**Assignment**
Word for word, transcribe the lines below and drop the pictures.

**Data for review**
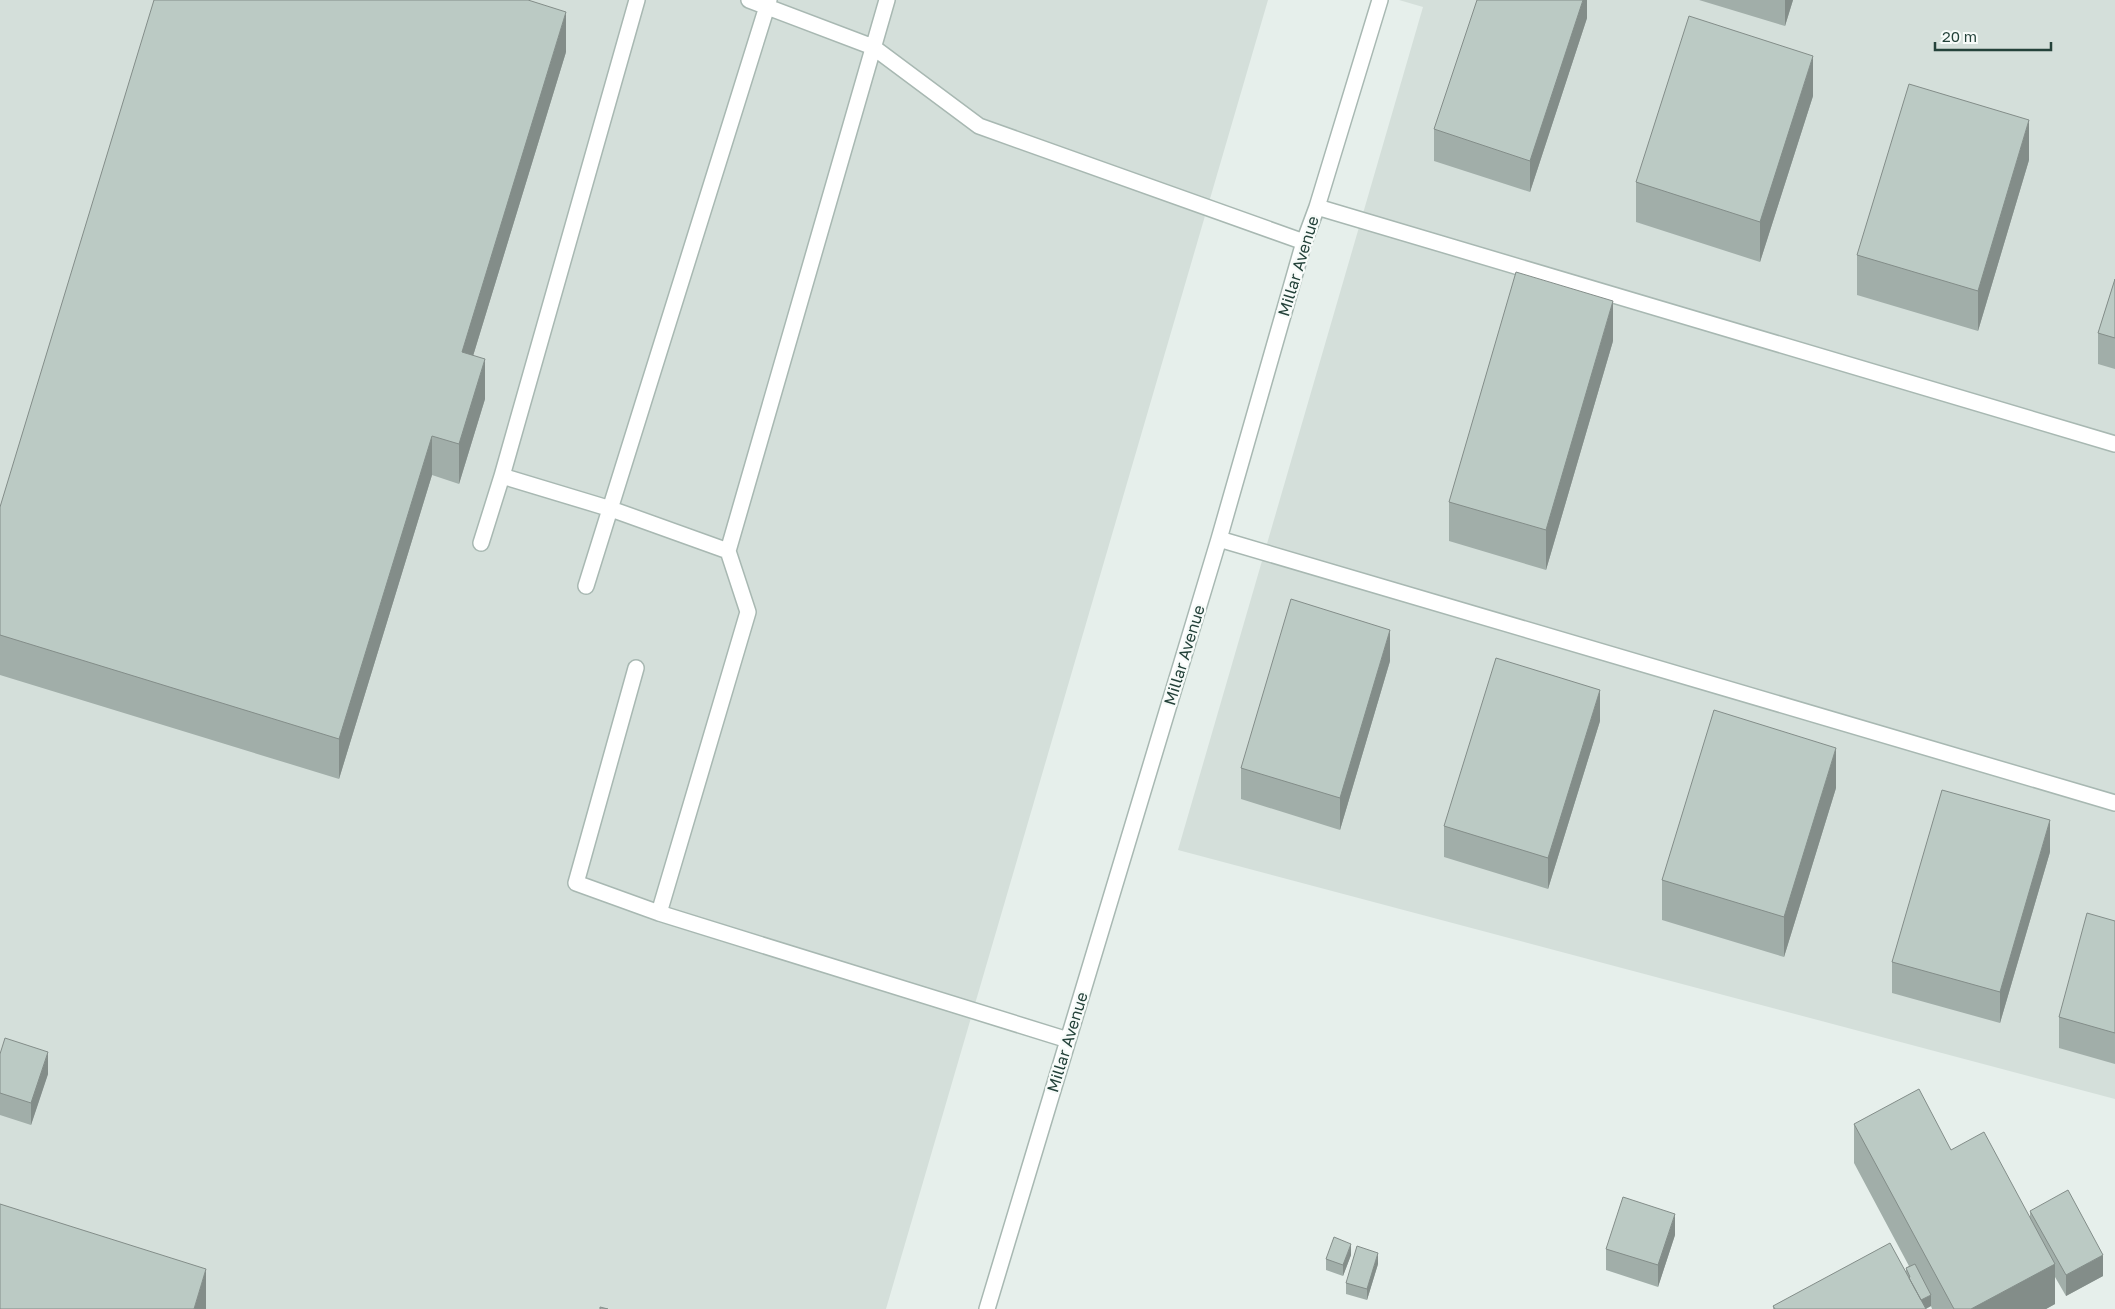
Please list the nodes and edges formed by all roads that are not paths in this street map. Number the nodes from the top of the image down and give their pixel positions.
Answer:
1 (637, 0) edge
2 (749, 0) edge
3 (887, 0) edge
4 (1380, 0) edge
5 (768, 3) edge
6 (873, 47) junction
7 (1317, 207) junction
8 (1304, 242) junction
9 (2115, 444) edge
10 (502, 476) junction
11 (612, 509) junction
12 (1219, 539) junction
13 (481, 542) dead end
14 (728, 550) junction
15 (586, 586) dead end
16 (636, 668) dead end
17 (2115, 803) edge
18 (659, 913) junction
19 (1068, 1040) junction
20 (987, 1309) edge

1 - 10 street
2 - 5 street
3 - 6 street
4 - 7 street, Millar Avenue
5 - 6 street
5 - 11 street
6 - 8 street
6 - 14 street
7 - 8 street, Millar Avenue
7 - 9 street
8 - 12 street, Millar Avenue
10 - 11 street
10 - 13 street
11 - 14 street
11 - 15 street
12 - 17 street
12 - 19 street, Millar Avenue
14 - 18 street
16 - 18 street
18 - 19 street
19 - 20 street, Millar Avenue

**Reply to the task**
Please list the nodes and edges formed by all roads that are not paths in this street map. Number the nodes from the top of the image down and give their pixel positions.
Answer:
1 (637, 0) edge
2 (749, 0) edge
3 (887, 0) edge
4 (1380, 0) edge
5 (768, 3) edge
6 (873, 47) junction
7 (1317, 207) junction
8 (1304, 242) junction
9 (2115, 444) edge
10 (502, 476) junction
11 (612, 509) junction
12 (1219, 539) junction
13 (481, 542) dead end
14 (728, 550) junction
15 (586, 586) dead end
16 (636, 668) dead end
17 (2115, 803) edge
18 (659, 913) junction
19 (1068, 1040) junction
20 (987, 1309) edge

1 - 10 street
2 - 5 street
3 - 6 street
4 - 7 street, Millar Avenue
5 - 6 street
5 - 11 street
6 - 8 street
6 - 14 street
7 - 8 street, Millar Avenue
7 - 9 street
8 - 12 street, Millar Avenue
10 - 11 street
10 - 13 street
11 - 14 street
11 - 15 street
12 - 17 street
12 - 19 street, Millar Avenue
14 - 18 street
16 - 18 street
18 - 19 street
19 - 20 street, Millar Avenue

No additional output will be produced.